---------- Supplied material ----------
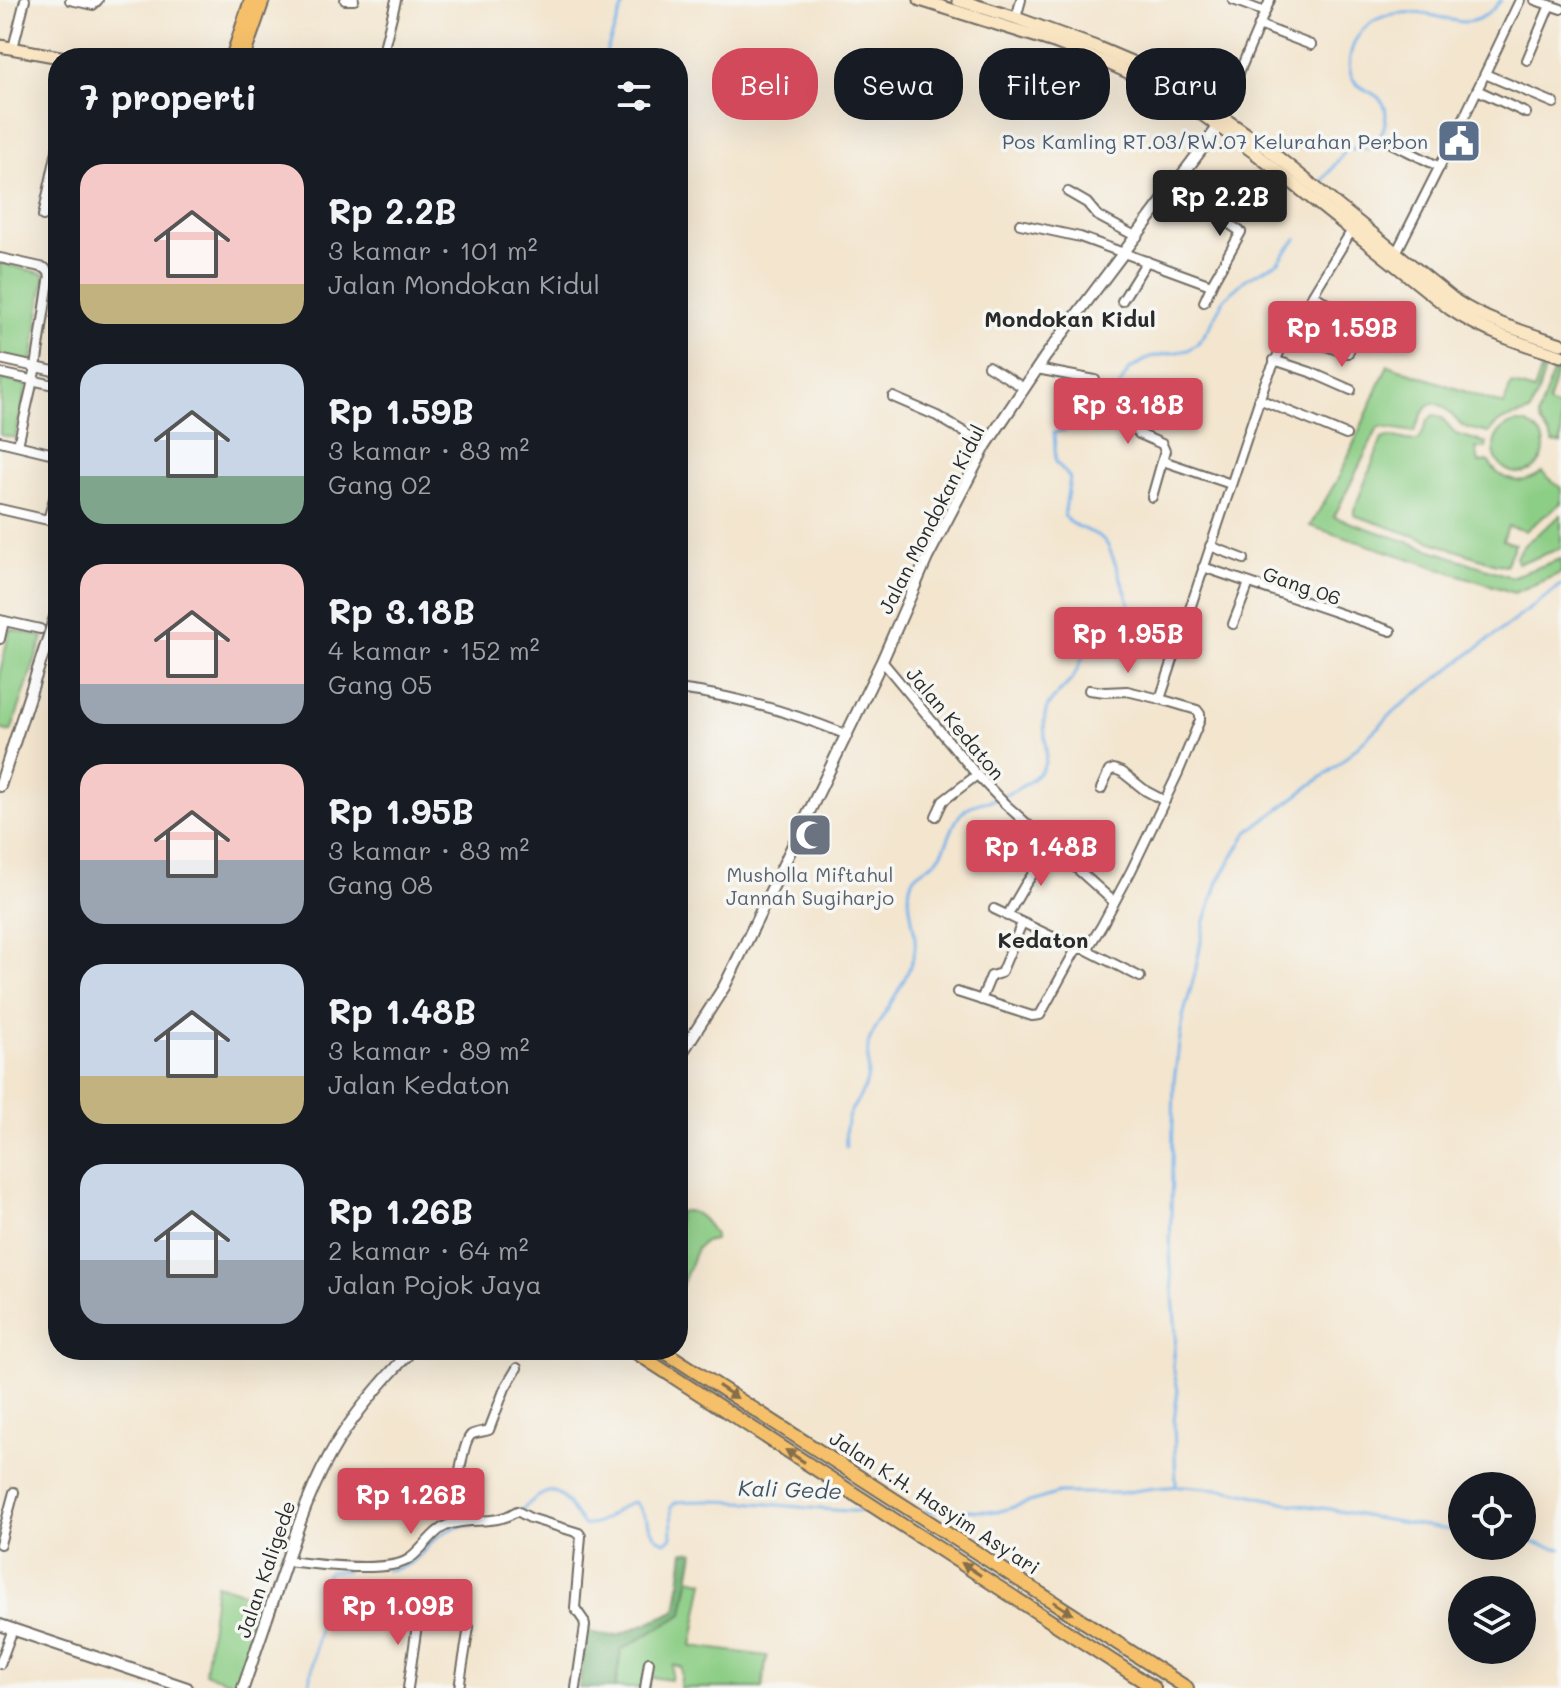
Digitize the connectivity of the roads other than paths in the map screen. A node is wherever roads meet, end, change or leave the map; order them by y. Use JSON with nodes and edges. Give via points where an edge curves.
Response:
{"nodes":[{"id":1,"x":25,"y":0,"type":"edge"},
{"id":2,"x":70,"y":0,"type":"edge"},
{"id":3,"x":98,"y":0,"type":"edge"},
{"id":4,"x":251,"y":0,"type":"edge"},
{"id":5,"x":263,"y":0,"type":"edge"},
{"id":6,"x":345,"y":0,"type":"edge"},
{"id":7,"x":354,"y":0,"type":"edge"},
{"id":8,"x":396,"y":0,"type":"edge"},
{"id":9,"x":920,"y":0,"type":"edge"},
{"id":10,"x":958,"y":0,"type":"edge"},
{"id":11,"x":1021,"y":0,"type":"edge"},
{"id":12,"x":1233,"y":0,"type":"edge"},
{"id":13,"x":1270,"y":0,"type":"edge"},
{"id":14,"x":1520,"y":0,"type":"edge"},
{"id":15,"x":1535,"y":0,"type":"edge"},
{"id":16,"x":937,"y":2,"type":"edge"},
{"id":17,"x":1550,"y":5,"type":"junction"},
{"id":18,"x":1561,"y":9,"type":"edge"},
{"id":19,"x":1265,"y":12,"type":"junction"},
{"id":20,"x":1016,"y":18,"type":"junction"},
{"id":21,"x":1259,"y":25,"type":"junction"},
{"id":22,"x":385,"y":44,"type":"dead end"},
{"id":23,"x":1311,"y":45,"type":"dead end"},
{"id":24,"x":0,"y":46,"type":"edge"},
{"id":25,"x":13,"y":48,"type":"junction"},
{"id":26,"x":235,"y":48,"type":"edge"},
{"id":27,"x":246,"y":48,"type":"edge"},
{"id":28,"x":48,"y":55,"type":"edge"},
{"id":29,"x":1126,"y":60,"type":"edge"},
{"id":30,"x":1527,"y":60,"type":"dead end"},
{"id":31,"x":1126,"y":71,"type":"edge"},
{"id":32,"x":1485,"y":74,"type":"junction"},
{"id":33,"x":1477,"y":90,"type":"junction"},
{"id":34,"x":1554,"y":103,"type":"dead end"},
{"id":35,"x":1526,"y":113,"type":"dead end"},
{"id":36,"x":1220,"y":121,"type":"junction"},
{"id":37,"x":1387,"y":141,"type":"dead end"},
{"id":38,"x":1440,"y":167,"type":"junction"},
{"id":39,"x":1295,"y":177,"type":"junction"},
{"id":40,"x":1175,"y":186,"type":"junction"},
{"id":41,"x":1068,"y":192,"type":"dead end"},
{"id":42,"x":48,"y":193,"type":"edge"},
{"id":43,"x":43,"y":216,"type":"dead end"},
{"id":44,"x":1020,"y":224,"type":"dead end"},
{"id":45,"x":1352,"y":230,"type":"junction"},
{"id":46,"x":1137,"y":237,"type":"junction"},
{"id":47,"x":1125,"y":253,"type":"junction"},
{"id":48,"x":0,"y":258,"type":"edge"},
{"id":49,"x":1398,"y":258,"type":"junction"},
{"id":50,"x":1147,"y":261,"type":"junction"},
{"id":51,"x":48,"y":270,"type":"edge"},
{"id":52,"x":1211,"y":285,"type":"junction"},
{"id":53,"x":48,"y":288,"type":"edge"},
{"id":54,"x":1313,"y":295,"type":"junction"},
{"id":55,"x":1122,"y":301,"type":"dead end"},
{"id":56,"x":1204,"y":302,"type":"dead end"},
{"id":57,"x":1364,"y":319,"type":"junction"},
{"id":58,"x":1385,"y":328,"type":"dead end"},
{"id":59,"x":1289,"y":332,"type":"junction"},
{"id":60,"x":1558,"y":349,"type":"edge"},
{"id":61,"x":0,"y":359,"type":"edge"},
{"id":62,"x":1274,"y":360,"type":"junction"},
{"id":63,"x":988,"y":366,"type":"dead end"},
{"id":64,"x":36,"y":367,"type":"junction"},
{"id":65,"x":1037,"y":369,"type":"junction"},
{"id":66,"x":48,"y":370,"type":"edge"},
{"id":67,"x":0,"y":373,"type":"edge"},
{"id":68,"x":33,"y":380,"type":"junction"},
{"id":69,"x":1095,"y":380,"type":"dead end"},
{"id":70,"x":48,"y":384,"type":"edge"},
{"id":71,"x":1024,"y":388,"type":"junction"},
{"id":72,"x":1351,"y":390,"type":"dead end"},
{"id":73,"x":1145,"y":394,"type":"dead end"},
{"id":74,"x":893,"y":397,"type":"dead end"},
{"id":75,"x":1259,"y":399,"type":"junction"},
{"id":76,"x":1346,"y":435,"type":"dead end"},
{"id":77,"x":0,"y":441,"type":"edge"},
{"id":78,"x":18,"y":445,"type":"junction"},
{"id":79,"x":986,"y":445,"type":"junction"},
{"id":80,"x":48,"y":452,"type":"edge"},
{"id":81,"x":1163,"y":461,"type":"junction"},
{"id":82,"x":1231,"y":484,"type":"junction"},
{"id":83,"x":1152,"y":497,"type":"dead end"},
{"id":84,"x":0,"y":509,"type":"edge"},
{"id":85,"x":48,"y":520,"type":"edge"},
{"id":86,"x":1210,"y":546,"type":"junction"},
{"id":87,"x":1244,"y":559,"type":"dead end"},
{"id":88,"x":1203,"y":567,"type":"junction"},
{"id":89,"x":1249,"y":583,"type":"junction"},
{"id":90,"x":2,"y":620,"type":"edge"},
{"id":91,"x":1233,"y":624,"type":"dead end"},
{"id":92,"x":40,"y":629,"type":"dead end"},
{"id":93,"x":1391,"y":631,"type":"dead end"},
{"id":94,"x":0,"y":638,"type":"edge"},
{"id":95,"x":48,"y":639,"type":"edge"},
{"id":96,"x":882,"y":661,"type":"junction"},
{"id":97,"x":688,"y":690,"type":"edge"},
{"id":98,"x":1089,"y":690,"type":"dead end"},
{"id":99,"x":1160,"y":699,"type":"junction"},
{"id":100,"x":845,"y":734,"type":"junction"},
{"id":101,"x":977,"y":775,"type":"junction"},
{"id":102,"x":0,"y":786,"type":"edge"},
{"id":103,"x":1101,"y":789,"type":"dead end"},
{"id":104,"x":1165,"y":801,"type":"junction"},
{"id":105,"x":936,"y":816,"type":"dead end"},
{"id":106,"x":1052,"y":847,"type":"junction"},
{"id":107,"x":1114,"y":902,"type":"junction"},
{"id":108,"x":994,"y":909,"type":"dead end"},
{"id":109,"x":1007,"y":916,"type":"junction"},
{"id":110,"x":1022,"y":923,"type":"junction"},
{"id":111,"x":1082,"y":949,"type":"junction"},
{"id":112,"x":1140,"y":977,"type":"dead end"},
{"id":113,"x":957,"y":992,"type":"dead end"},
{"id":114,"x":981,"y":1000,"type":"junction"},
{"id":115,"x":688,"y":1043,"type":"edge"},
{"id":116,"x":403,"y":1360,"type":"edge"},
{"id":117,"x":647,"y":1360,"type":"edge"},
{"id":118,"x":664,"y":1360,"type":"edge"},
{"id":119,"x":678,"y":1360,"type":"edge"},
{"id":120,"x":517,"y":1368,"type":"dead end"},
{"id":121,"x":669,"y":1374,"type":"junction"},
{"id":122,"x":14,"y":1492,"type":"dead end"},
{"id":123,"x":453,"y":1523,"type":"junction"},
{"id":124,"x":0,"y":1544,"type":"edge"},
{"id":125,"x":286,"y":1561,"type":"junction"},
{"id":126,"x":419,"y":1611,"type":"dead end"},
{"id":127,"x":0,"y":1625,"type":"edge"},
{"id":128,"x":469,"y":1627,"type":"dead end"},
{"id":129,"x":13,"y":1629,"type":"junction"},
{"id":130,"x":649,"y":1662,"type":"dead end"},
{"id":131,"x":0,"y":1664,"type":"edge"},
{"id":132,"x":187,"y":1688,"type":"edge"},
{"id":133,"x":243,"y":1688,"type":"edge"},
{"id":134,"x":408,"y":1688,"type":"edge"},
{"id":135,"x":459,"y":1688,"type":"edge"},
{"id":136,"x":576,"y":1688,"type":"edge"},
{"id":137,"x":645,"y":1688,"type":"edge"},
{"id":138,"x":1154,"y":1688,"type":"edge"},
{"id":139,"x":1187,"y":1688,"type":"edge"}],
"edges":[{"from":1,"to":25,"type":"street"},
{"from":2,"to":3,"type":"street","via":[[93,5]]},
{"from":4,"to":26,"type":"highway"},
{"from":5,"to":27,"type":"highway"},
{"from":6,"to":7,"type":"street"},
{"from":8,"to":22,"type":"street"},
{"from":9,"to":16,"type":"main road"},
{"from":10,"to":20,"type":"main road"},
{"from":11,"to":20,"type":"street"},
{"from":12,"to":19,"type":"street"},
{"from":13,"to":19,"type":"street"},
{"from":14,"to":32,"type":"street"},
{"from":15,"to":17,"type":"street"},
{"from":16,"to":31,"type":"main road"},
{"from":17,"to":18,"type":"street"},
{"from":17,"to":30,"type":"street"},
{"from":19,"to":21,"type":"street"},
{"from":20,"to":29,"type":"main road"},
{"from":21,"to":23,"type":"street"},
{"from":21,"to":36,"type":"street"},
{"from":24,"to":25,"type":"main road"},
{"from":25,"to":28,"type":"main road"},
{"from":32,"to":33,"type":"street"},
{"from":32,"to":34,"type":"street"},
{"from":33,"to":35,"type":"street"},
{"from":33,"to":38,"type":"street"},
{"from":36,"to":39,"type":"main road"},
{"from":36,"to":40,"type":"street","name":"Jalan Mondokan Kidul"},
{"from":37,"to":38,"type":"street"},
{"from":38,"to":49,"type":"street"},
{"from":39,"to":45,"type":"main road"},
{"from":39,"to":49,"type":"main road"},
{"from":40,"to":46,"type":"street","name":"Jalan Mondokan Kidul"},
{"from":40,"to":52,"type":"street","via":[[1241,232]]},
{"from":41,"to":46,"type":"street"},
{"from":42,"to":43,"type":"street"},
{"from":44,"to":47,"type":"street"},
{"from":45,"to":49,"type":"main road"},
{"from":45,"to":54,"type":"street"},
{"from":46,"to":47,"type":"street","name":"Jalan Mondokan Kidul"},
{"from":47,"to":50,"type":"street"},
{"from":47,"to":65,"type":"street","name":"Jalan Mondokan Kidul"},
{"from":48,"to":51,"type":"street"},
{"from":49,"to":60,"type":"main road","via":[[1471,323],[1497,335]]},
{"from":50,"to":52,"type":"street"},
{"from":50,"to":55,"type":"street"},
{"from":52,"to":56,"type":"street"},
{"from":53,"to":64,"type":"street"},
{"from":54,"to":57,"type":"street"},
{"from":54,"to":59,"type":"street"},
{"from":57,"to":58,"type":"street"},
{"from":57,"to":59,"type":"street","via":[[1348,353]]},
{"from":59,"to":62,"type":"street"},
{"from":61,"to":64,"type":"street"},
{"from":62,"to":72,"type":"street"},
{"from":62,"to":75,"type":"street"},
{"from":63,"to":71,"type":"street"},
{"from":64,"to":66,"type":"street"},
{"from":64,"to":68,"type":"street"},
{"from":65,"to":69,"type":"street"},
{"from":65,"to":71,"type":"street","name":"Jalan Mondokan Kidul"},
{"from":67,"to":68,"type":"street"},
{"from":68,"to":70,"type":"street"},
{"from":68,"to":78,"type":"street"},
{"from":71,"to":79,"type":"street","name":"Jalan Mondokan Kidul"},
{"from":73,"to":81,"type":"street","via":[[1136,430],[1163,446]]},
{"from":74,"to":79,"type":"street"},
{"from":75,"to":76,"type":"street"},
{"from":75,"to":82,"type":"street"},
{"from":77,"to":78,"type":"street"},
{"from":78,"to":80,"type":"street"},
{"from":79,"to":96,"type":"street","name":"Jalan Mondokan Kidul","via":[[927,558]]},
{"from":81,"to":82,"type":"street"},
{"from":81,"to":83,"type":"street"},
{"from":82,"to":86,"type":"street"},
{"from":84,"to":85,"type":"street"},
{"from":86,"to":87,"type":"street"},
{"from":86,"to":88,"type":"street"},
{"from":88,"to":89,"type":"street","name":"Gang 06"},
{"from":88,"to":99,"type":"street"},
{"from":89,"to":91,"type":"street"},
{"from":89,"to":93,"type":"street","name":"Gang 06"},
{"from":90,"to":92,"type":"street"},
{"from":90,"to":94,"type":"street"},
{"from":95,"to":102,"type":"street"},
{"from":96,"to":100,"type":"street"},
{"from":96,"to":101,"type":"street","name":"Jalan Kedaton"},
{"from":97,"to":100,"type":"street","via":[[762,704]]},
{"from":98,"to":99,"type":"street"},
{"from":99,"to":104,"type":"street","via":[[1195,709],[1201,716]]},
{"from":100,"to":115,"type":"street","via":[[724,987]]},
{"from":101,"to":105,"type":"street","via":[[943,801]]},
{"from":101,"to":106,"type":"street","name":"Jalan Kedaton"},
{"from":103,"to":104,"type":"street","via":[[1114,769]]},
{"from":104,"to":107,"type":"street"},
{"from":106,"to":107,"type":"street","name":"Jalan Kedaton"},
{"from":106,"to":109,"type":"street"},
{"from":107,"to":111,"type":"street"},
{"from":108,"to":109,"type":"street"},
{"from":109,"to":110,"type":"street"},
{"from":110,"to":111,"type":"street"},
{"from":110,"to":114,"type":"street","via":[[1001,973],[991,976]]},
{"from":111,"to":112,"type":"street"},
{"from":111,"to":114,"type":"street","via":[[1074,953],[1040,1015]]},
{"from":113,"to":114,"type":"street"},
{"from":116,"to":125,"type":"street","name":"Jalan Kaligede","via":[[338,1441]]},
{"from":117,"to":121,"type":"highway","name":"Jalan K.H. Hasyim Asy'ari"},
{"from":118,"to":121,"type":"highway","via":[[679,1369],[677,1375]]},
{"from":119,"to":139,"type":"highway","name":"Jalan K.H. Hasyim Asy'ari","one_way":true},
{"from":120,"to":123,"type":"street","via":[[489,1430],[468,1440]]},
{"from":138,"to":121,"type":"highway","name":"Jalan K.H. Hasyim Asy'ari","one_way":true},
{"from":122,"to":124,"type":"street"},
{"from":123,"to":125,"type":"street","via":[[396,1565],[335,1567]]},
{"from":123,"to":136,"type":"street","via":[[503,1519],[515,1511],[580,1534],[575,1608],[585,1626]]},
{"from":125,"to":133,"type":"street","name":"Jalan Kaligede"},
{"from":126,"to":134,"type":"street"},
{"from":127,"to":129,"type":"street"},
{"from":128,"to":135,"type":"street"},
{"from":129,"to":131,"type":"street"},
{"from":129,"to":132,"type":"street"},
{"from":130,"to":137,"type":"street"}]}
----------
The task
Count the lines in the listing where the string "nodes" appears, and give only the count.

Reply
2